Suppose I have $n$ independent normal random variables

$$X_1 \sim \mathrm{N}(\mu_1, \sigma_1^2)\\X_2 \sim \mathrm{N}(\mu_2, \sigma_2^2)\\\vdots\\X_n \sim \mathrm{N}(\mu_n, \sigma_n^2)$$

and $Y=X_1+X_2+\dotsm+X_n$. How would I characterize the density of $Y$ if the distribution of each $X_i$ is each truncated to within $(\mu_i - 2\sigma_i, \mu_i + 2\sigma_i)$? In other words, I'm sampling from $n$ independent normal distributions, discarding samples not within $2\sigma_i$ of each mean, and summing them.

Right now, I'm doing this with the R code below:

x_mu <- c(12, 18, 7)
x_sd <- c(1.5, 2, 0.8)
a <- x_mu - 2 * x_sd
b <- x_mu + 2 * x_sd

samples <- sapply(1:3, function(i) {
  return(rtruncnorm(100000, a[i], b[i], x_mu[i], x_sd[i]))
})

y <- rowSums(samples)

Is there any method for generating the density of $Y$ directly?

kjetil b halvorsen
  • 63,378
  • 26
  • 142
  • 467
Devin
  • 191
  • 3
  • 2
    Your question implies you *know* all the $\sigma_i$. Is that really the case or are you *estimating* them? There's a huge difference! Out of curiosity, why are you throwing away such data? Depending on your objectives, I suspect there exist (much) better procedures. – whuber Jul 03 '14 at 21:14
  • I do know all of the means and SDs for my data, yes. – Devin Jul 03 '14 at 21:41
  • 7
    I believe that you could characterize it as "a mess". This paper, http://www.jstor.org/stable/2236545 , examines the matter, with more scientific rigor. – Alecos Papadopoulos Jul 04 '14 at 03:27
  • 2
    Outside approximation via CLT, this is relatively tricky. I guess if $n$ is small enough you could try numerical convolution. – Glen_b Jul 05 '14 at 07:04
  • Even with CLT it's tricky for the SDs are different of the terms in the sum. – Aksakal Jan 21 '15 at 13:48
  • @Glen_b This isn't something I've had to deal with before, but doesn't the [convolution theorem](http://en.wikipedia.org/wiki/Convolution_theorem) allow relatively fast numerical convolution? What kind of magnitude would $n$ have to have before it became problematic? – Silverfish Jan 21 '15 at 15:15
  • 2
    @Silverfish Depending on implementation, platform and how fine a grid is tolerable, hundreds should be fine (perhaps more); besides speed, though, with enough terms you have to be much more careful about details of implementation or a number of numerical issues can start to crop up. – Glen_b Jan 21 '15 at 15:29
  • You say "truncated" which seems to imply that obs say below the lower limit are replaced by that limit, but then you say "discarding samples" which is different? So what do you really mean? – kjetil b halvorsen Sep 14 '15 at 14:57

2 Answers2

2

You could use approximation by saddlepoint methods, for the sum of truncated normals. I will not give the details now, you can look at my answer to General sum of Gamma distributions for hints. What we need is to find the moment-generating function for a truncated normal, which is easy. I will do it here for a standard normal truncated at $\pm 2$, which has density $$ f(x) =\begin{cases} \frac1{C} \phi(x), & |x| \le 2 \\ 0, & |x| > 2 \end{cases} $$ where $C=\Phi(2) - \Phi(-2)$ here $\phi(x), \Phi(x)$ are density and cdf for a standard normal, respectively.

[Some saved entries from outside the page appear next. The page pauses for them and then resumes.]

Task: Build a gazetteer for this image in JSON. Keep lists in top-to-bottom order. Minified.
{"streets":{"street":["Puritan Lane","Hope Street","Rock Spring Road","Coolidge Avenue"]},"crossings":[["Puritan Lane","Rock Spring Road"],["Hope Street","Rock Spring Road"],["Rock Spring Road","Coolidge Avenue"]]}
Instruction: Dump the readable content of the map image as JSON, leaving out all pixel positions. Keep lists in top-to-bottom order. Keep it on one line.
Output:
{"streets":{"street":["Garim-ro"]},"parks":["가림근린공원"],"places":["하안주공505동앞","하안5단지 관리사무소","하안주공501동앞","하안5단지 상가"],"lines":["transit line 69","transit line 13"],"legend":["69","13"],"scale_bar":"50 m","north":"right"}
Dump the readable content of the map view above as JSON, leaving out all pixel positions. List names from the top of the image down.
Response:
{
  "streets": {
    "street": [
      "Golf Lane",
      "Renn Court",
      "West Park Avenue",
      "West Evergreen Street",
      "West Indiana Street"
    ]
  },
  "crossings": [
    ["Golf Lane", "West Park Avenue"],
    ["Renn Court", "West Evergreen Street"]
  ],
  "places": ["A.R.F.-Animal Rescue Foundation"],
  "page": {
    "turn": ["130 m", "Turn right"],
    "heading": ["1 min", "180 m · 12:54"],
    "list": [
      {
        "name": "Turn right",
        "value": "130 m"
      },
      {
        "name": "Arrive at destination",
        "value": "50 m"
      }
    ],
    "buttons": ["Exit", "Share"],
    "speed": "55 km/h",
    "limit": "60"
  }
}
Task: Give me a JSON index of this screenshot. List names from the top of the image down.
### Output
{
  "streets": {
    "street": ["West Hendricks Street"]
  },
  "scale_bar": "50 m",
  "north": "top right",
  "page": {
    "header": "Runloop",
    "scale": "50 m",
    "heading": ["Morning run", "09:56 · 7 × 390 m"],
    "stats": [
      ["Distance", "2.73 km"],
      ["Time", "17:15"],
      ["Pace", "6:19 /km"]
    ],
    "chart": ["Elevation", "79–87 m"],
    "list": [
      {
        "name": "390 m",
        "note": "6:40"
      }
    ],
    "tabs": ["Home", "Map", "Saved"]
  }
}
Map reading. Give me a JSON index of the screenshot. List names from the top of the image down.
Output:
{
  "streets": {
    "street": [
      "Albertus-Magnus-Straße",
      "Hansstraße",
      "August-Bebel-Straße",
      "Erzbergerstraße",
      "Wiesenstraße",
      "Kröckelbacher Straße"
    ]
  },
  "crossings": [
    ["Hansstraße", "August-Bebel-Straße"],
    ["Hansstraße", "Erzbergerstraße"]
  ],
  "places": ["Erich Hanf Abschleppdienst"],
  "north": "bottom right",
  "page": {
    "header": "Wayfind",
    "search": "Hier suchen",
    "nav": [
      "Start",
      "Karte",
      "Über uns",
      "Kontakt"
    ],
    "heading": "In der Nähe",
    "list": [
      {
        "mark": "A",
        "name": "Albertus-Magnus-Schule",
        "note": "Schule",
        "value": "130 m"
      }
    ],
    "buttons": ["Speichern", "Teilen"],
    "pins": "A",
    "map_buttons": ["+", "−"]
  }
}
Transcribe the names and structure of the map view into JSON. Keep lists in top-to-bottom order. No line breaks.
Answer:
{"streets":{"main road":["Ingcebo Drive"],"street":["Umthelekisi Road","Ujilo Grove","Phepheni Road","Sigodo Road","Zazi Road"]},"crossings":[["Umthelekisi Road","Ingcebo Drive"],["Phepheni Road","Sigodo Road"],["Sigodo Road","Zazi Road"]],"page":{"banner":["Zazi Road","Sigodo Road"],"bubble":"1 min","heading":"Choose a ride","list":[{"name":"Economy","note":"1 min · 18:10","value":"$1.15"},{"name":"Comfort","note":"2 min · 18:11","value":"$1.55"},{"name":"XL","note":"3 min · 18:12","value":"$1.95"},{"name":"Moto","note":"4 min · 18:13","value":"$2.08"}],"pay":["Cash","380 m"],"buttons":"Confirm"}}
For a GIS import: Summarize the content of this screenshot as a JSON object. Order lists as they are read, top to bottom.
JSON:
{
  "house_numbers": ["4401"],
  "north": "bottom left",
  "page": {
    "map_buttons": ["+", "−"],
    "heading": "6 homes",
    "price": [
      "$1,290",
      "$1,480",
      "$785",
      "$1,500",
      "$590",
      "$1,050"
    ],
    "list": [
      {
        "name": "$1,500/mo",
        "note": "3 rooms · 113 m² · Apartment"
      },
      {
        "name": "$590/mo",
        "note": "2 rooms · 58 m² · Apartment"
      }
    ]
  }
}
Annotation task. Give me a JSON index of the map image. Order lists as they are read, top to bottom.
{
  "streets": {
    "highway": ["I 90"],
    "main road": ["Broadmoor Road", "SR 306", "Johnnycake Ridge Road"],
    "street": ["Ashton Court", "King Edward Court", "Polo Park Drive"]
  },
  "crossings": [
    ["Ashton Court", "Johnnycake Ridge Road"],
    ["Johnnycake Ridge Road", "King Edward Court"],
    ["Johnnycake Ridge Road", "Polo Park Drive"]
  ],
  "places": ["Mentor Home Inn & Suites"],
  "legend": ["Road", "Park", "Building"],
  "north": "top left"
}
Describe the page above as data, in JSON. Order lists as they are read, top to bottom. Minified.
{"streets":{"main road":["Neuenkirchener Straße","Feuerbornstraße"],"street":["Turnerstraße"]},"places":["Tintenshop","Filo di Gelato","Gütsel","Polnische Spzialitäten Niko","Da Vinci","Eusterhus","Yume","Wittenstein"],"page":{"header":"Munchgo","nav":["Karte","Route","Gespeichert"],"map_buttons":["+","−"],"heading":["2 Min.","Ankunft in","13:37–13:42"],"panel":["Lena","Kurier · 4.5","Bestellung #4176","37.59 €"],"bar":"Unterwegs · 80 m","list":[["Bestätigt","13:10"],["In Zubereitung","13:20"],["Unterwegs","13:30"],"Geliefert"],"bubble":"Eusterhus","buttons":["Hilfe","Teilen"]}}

The moment generating function can be calculated as $$ \DeclareMathOperator{\E}{\mathbb{E}} M(t) = \E e^{tX}=\frac1{C}\int_{-2}^2 e^{tx} \phi(x)\; dx=\frac1{C}e^{\frac12 t^2} [\Phi(2-t)-\Phi(-2-t) ] $$ and then we can use saddlepoint approximations.

kjetil b halvorsen
  • 63,378
  • 26
  • 142
  • 467
-3

I'm curious why, but yes, there is a simple way to generate the pdf of this sum of distributions:

## install.packages("truncnorm")
## install.packages("caTools")
library(truncnorm)

x.mu <- c(12, 18, 7)
x.sd <- c(1.5, 2, 0.8)
x.a <- x.mu - 2*x.sd
x.b <- x.mu + 2*x.sd

dmulti <- function(x, a, b, mu, sd)
  rowSums(
    sapply(1:length(mu),
           function(idx)
             dtruncnorm(x, a=a[idx], b=b[idx], mean=mu[idx], sd=sd[idx])))/length(mu)
pmulti <- function(q, a, b, mu, sd)
  rowSums(
    sapply(1:length(mu),
           function(idx)
             ptruncnorm(q, a=a[idx], b=b[idx], mean=mu[idx], sd=sd[idx])))/length(mu)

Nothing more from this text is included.